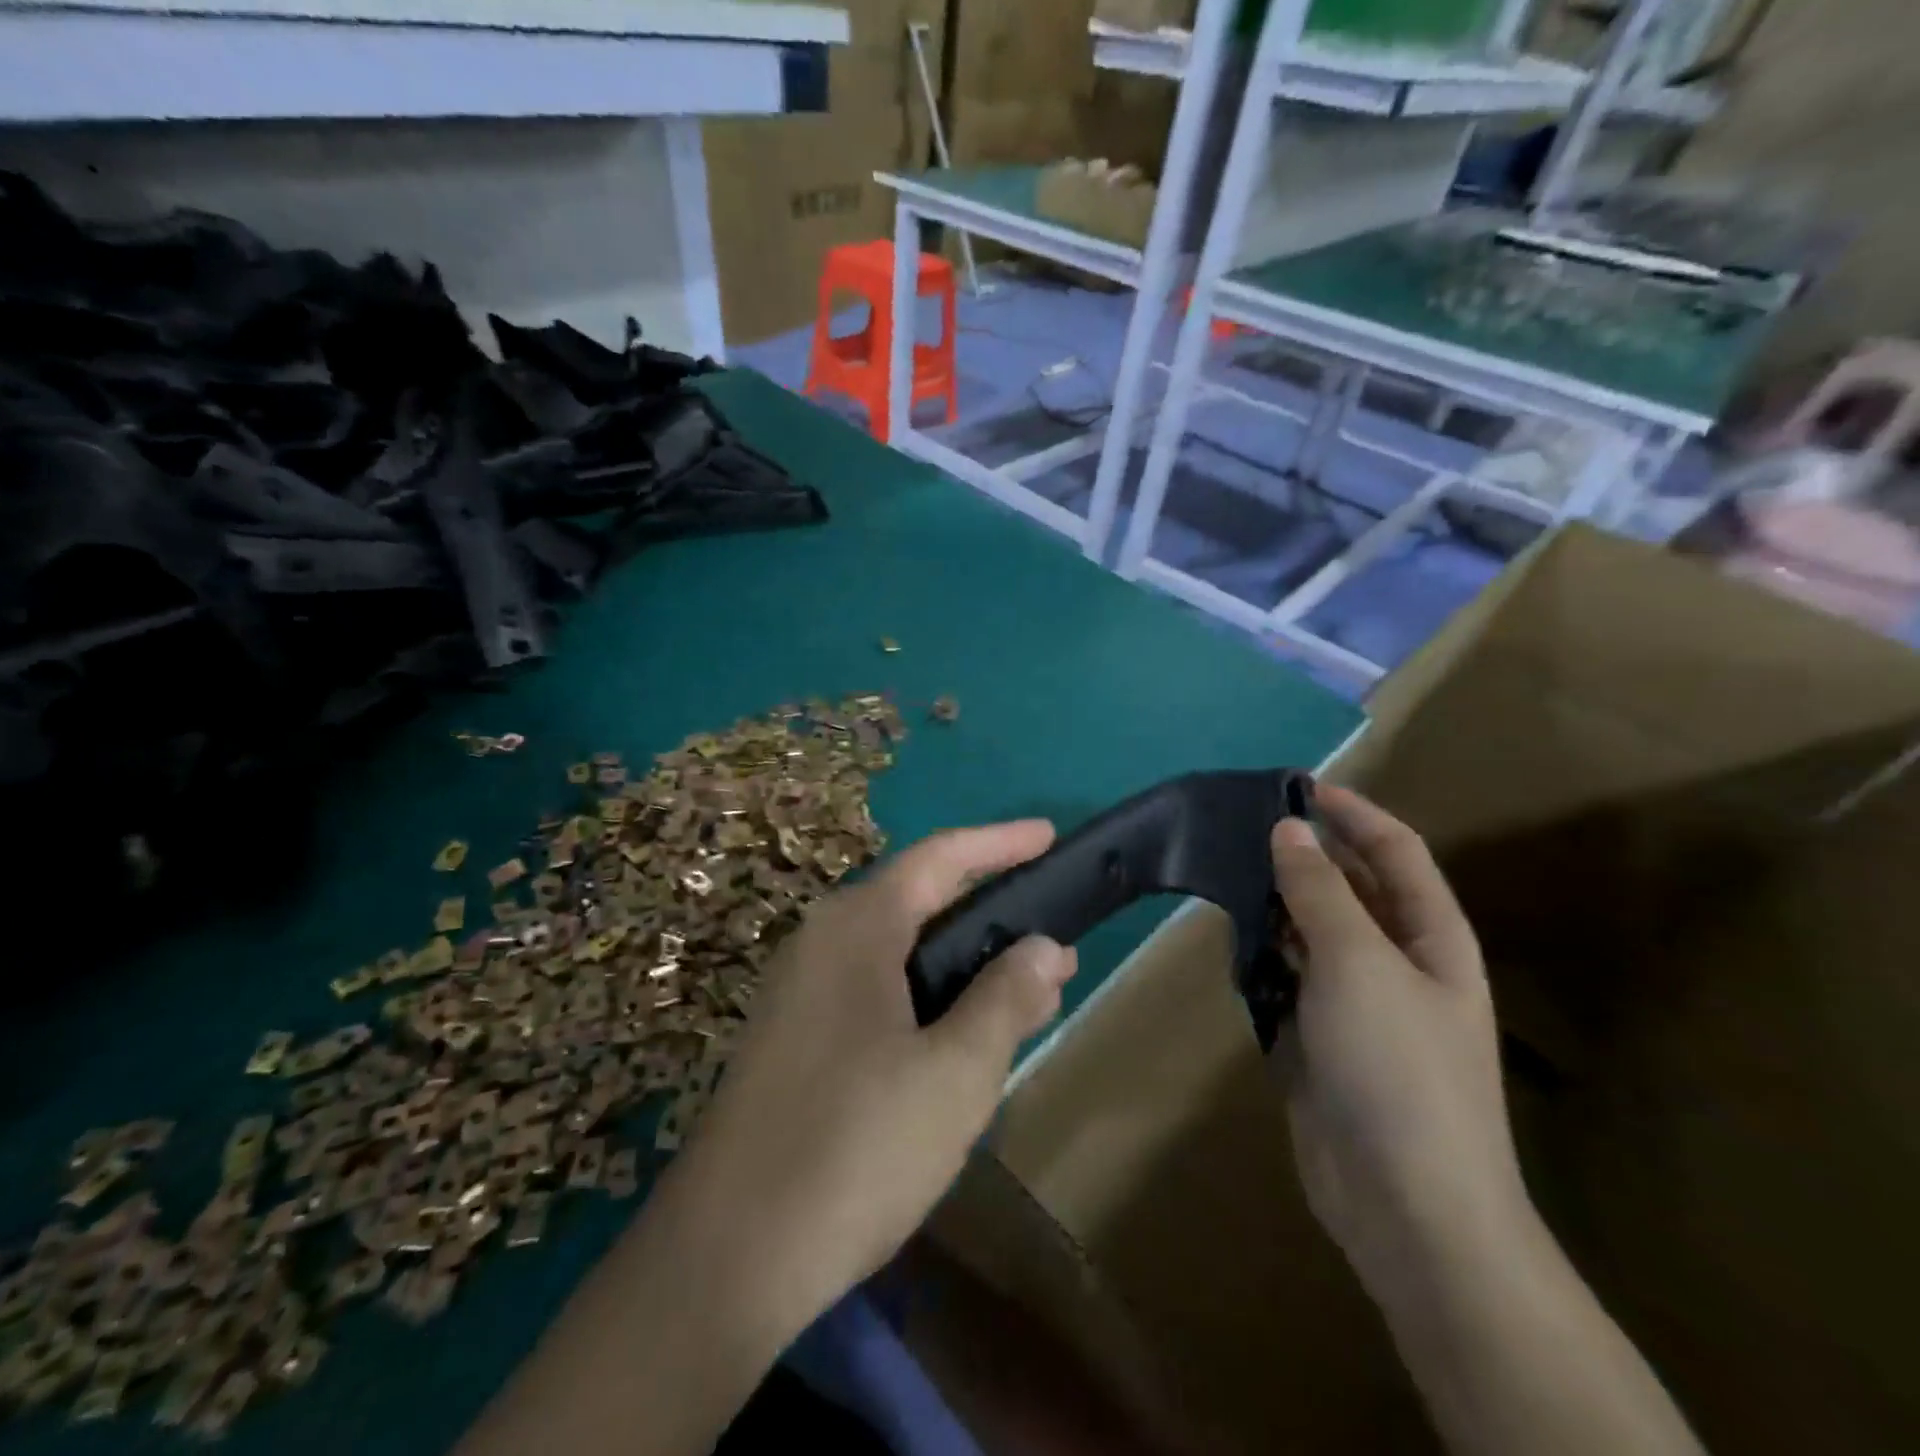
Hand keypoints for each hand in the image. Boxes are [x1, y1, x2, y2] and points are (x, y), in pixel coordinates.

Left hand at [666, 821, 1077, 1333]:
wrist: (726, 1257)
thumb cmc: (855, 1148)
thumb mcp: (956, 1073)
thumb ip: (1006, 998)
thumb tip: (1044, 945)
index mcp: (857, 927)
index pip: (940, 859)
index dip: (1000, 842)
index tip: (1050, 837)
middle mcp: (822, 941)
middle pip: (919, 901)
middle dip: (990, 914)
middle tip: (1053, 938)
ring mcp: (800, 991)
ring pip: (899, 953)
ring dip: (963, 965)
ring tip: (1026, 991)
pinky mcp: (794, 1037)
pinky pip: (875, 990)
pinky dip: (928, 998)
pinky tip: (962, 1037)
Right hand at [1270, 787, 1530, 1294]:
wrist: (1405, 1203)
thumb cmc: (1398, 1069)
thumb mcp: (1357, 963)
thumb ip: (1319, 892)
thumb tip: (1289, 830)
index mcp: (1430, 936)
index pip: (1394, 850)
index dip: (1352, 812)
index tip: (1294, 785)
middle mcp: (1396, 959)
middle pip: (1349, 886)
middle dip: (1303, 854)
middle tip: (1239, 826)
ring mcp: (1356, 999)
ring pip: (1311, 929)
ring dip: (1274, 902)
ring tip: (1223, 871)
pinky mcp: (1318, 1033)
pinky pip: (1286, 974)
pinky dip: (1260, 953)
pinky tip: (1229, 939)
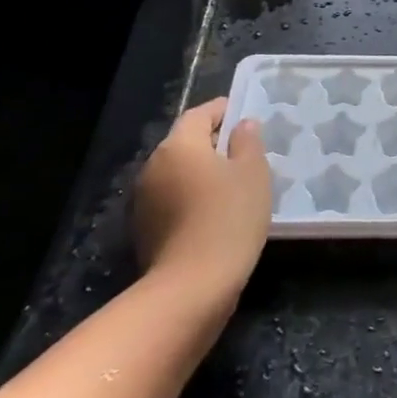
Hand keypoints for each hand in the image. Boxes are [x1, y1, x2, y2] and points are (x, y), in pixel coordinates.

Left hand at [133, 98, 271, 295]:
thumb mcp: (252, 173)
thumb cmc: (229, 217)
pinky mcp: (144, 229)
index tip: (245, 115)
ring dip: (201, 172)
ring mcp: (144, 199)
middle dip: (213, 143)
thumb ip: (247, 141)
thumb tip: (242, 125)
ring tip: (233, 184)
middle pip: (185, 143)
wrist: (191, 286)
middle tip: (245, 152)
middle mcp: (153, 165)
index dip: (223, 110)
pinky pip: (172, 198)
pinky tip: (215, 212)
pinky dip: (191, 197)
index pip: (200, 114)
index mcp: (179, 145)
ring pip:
—————
◆ **What needs to be done**
In the answer, set down only the lines from the opening line of the listing through the line that holds "pinky dip: (1260, 953)", exactly as they appear, minus the pictures.

◆ **Answer for the task**
Hand keypoints for each hand in the image. Boxes are [x1, y1, x2, y2] and points are (x, y), in pixel coordinates.

Left hand at [666, 821, 1077, 1333]:
wrist: (726, 1257)
thumb cmc: (855, 1148)
thumb mcp: (956, 1073)
thumb ip: (1006, 998)
thumb tip: (1044, 945)
index mcp: (857, 927)
index pip: (940, 859)
index dip: (1000, 842)
index tip: (1050, 837)
middle mcp: (822, 941)
middle pip: (919, 901)
middle dip: (990, 914)
middle tip: (1053, 938)
ring mcp: (800, 991)
ring pip: (899, 953)
ring dip: (963, 965)
ring tip: (1026, 991)
pinky mcp: (794, 1037)
pinky pip: (875, 990)
pinky dip: (928, 998)
pinky tip: (962, 1037)
Right hand at [1270, 787, 1530, 1294]:
wrist: (1405, 1203)
thumb cmc: (1398, 1069)
thumb mcp: (1357, 963)
thumb ip: (1319, 892)
thumb tip: (1289, 830)
index mcp: (1430, 936)
index pip: (1394, 850)
index dip: (1352, 812)
index tip: (1294, 785)
middle mcp: (1396, 959)
middle pip: (1349, 886)
middle dip: (1303, 854)
middle tip: (1239, 826)
ring mcp: (1356, 999)
ring pip: (1311, 929)
ring dip: (1274, 902)
ring tip: (1223, 871)
pinky mcp: (1318, 1033)
pinky pip: (1286, 974)
pinky dip: (1260, 953)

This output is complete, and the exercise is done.